Each Side: The classroom will be split into two sides so that there can be clear arguments going against each other. One side will be looking at the debate topic from an educational viewpoint, tell the students on this side they have to argue that there is not enough education on how often women are sexualized on different media platforms and that people aren’t aware of the effects or how this is an issue. The other side will discuss the generational side of the argument, and tell them they have to argue how the hypersexualization of younger girls/women is a generational issue that is a product of society that is recycled onto digital platforms.
5. Handout: Social Identity Wheel
The Social Identity Wheel handout is to be passed out at the end of class to allow the students to reflect on their different identities.
Social Identity Wheel (adapted from "Voices of Discovery" )
Why?: Students and society must be aware of social identity and how it affects us. Students should be aware of how their identities are different from the people around them. People's identities affect how they are treated or perceived. The social identity wheel also draws attention to certain privileges people have over others which can benefit them or normalize their own identities in comparison to others.
Image description: The chart features a circle that is separated into 11 sections.

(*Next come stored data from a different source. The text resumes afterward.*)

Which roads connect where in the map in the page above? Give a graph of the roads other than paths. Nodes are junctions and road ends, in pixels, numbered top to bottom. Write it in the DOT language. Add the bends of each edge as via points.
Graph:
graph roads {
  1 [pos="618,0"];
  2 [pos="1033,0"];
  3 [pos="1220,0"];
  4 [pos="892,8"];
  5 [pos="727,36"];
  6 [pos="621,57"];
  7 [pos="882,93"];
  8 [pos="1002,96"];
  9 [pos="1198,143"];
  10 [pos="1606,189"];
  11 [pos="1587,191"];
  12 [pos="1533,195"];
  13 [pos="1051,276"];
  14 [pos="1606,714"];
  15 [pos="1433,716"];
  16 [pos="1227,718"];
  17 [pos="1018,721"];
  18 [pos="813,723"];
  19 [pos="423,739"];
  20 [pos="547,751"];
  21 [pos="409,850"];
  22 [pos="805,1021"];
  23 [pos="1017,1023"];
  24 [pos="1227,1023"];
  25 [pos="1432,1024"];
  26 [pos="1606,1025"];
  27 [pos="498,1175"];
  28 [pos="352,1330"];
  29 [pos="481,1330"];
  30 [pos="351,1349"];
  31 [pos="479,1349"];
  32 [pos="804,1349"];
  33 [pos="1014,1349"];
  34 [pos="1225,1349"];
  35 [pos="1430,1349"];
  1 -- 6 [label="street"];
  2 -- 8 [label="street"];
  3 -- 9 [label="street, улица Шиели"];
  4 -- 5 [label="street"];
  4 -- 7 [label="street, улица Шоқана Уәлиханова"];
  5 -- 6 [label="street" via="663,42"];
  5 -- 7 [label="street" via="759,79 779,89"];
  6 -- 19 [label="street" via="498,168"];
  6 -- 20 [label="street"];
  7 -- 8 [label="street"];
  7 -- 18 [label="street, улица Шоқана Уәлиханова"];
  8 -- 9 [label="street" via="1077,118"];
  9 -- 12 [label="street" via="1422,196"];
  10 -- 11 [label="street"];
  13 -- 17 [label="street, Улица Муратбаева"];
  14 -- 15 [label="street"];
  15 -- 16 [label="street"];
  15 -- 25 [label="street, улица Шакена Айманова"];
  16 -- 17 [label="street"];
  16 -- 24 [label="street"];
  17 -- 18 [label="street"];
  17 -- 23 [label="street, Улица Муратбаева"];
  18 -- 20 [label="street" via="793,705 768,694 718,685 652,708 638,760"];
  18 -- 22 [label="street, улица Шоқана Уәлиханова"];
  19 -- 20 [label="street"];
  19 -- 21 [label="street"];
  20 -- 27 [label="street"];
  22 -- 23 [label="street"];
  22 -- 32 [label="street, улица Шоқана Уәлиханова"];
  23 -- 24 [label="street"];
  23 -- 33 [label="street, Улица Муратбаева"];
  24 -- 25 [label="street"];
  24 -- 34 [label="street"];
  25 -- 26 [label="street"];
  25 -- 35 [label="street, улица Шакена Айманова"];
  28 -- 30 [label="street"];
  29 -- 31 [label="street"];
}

Each section is labeled: (starting at the top and moving clockwise around the circle) ethnicity; socioeconomic status; gender; sex; sexual orientation; national origin; first language; physical, emotional, developmental (dis)ability; age; religious or spiritual affiliation; race. In the center of the circle, there are five numbered prompts: (1) Identities you think about most often; (2) Identities you think about least often; (3) Your own identities you would like to know more about; (4) Identities that have the strongest effect on how you perceive yourself; (5) Identities that have the greatest effect on how others perceive you.
Instructions: Students will be instructed to match each section from numbers 1 through 5, based on their personal opinions. They will take about 5-8 minutes doing so and when the whole class is done with the handout, they will be asked to turn to the person next to them and share what they have put down. Afterward, the class will have the opportunity to share their answers with the class and express their thoughts about the similarities or differences they have noticed within each of their handouts. Once the students are finished, remind them that through these intersections of race, class, gender, and more people are treated differently by others in person but also digital spaces.
Ask and allow the students to share any comments or to ask any questions before the lesson is over.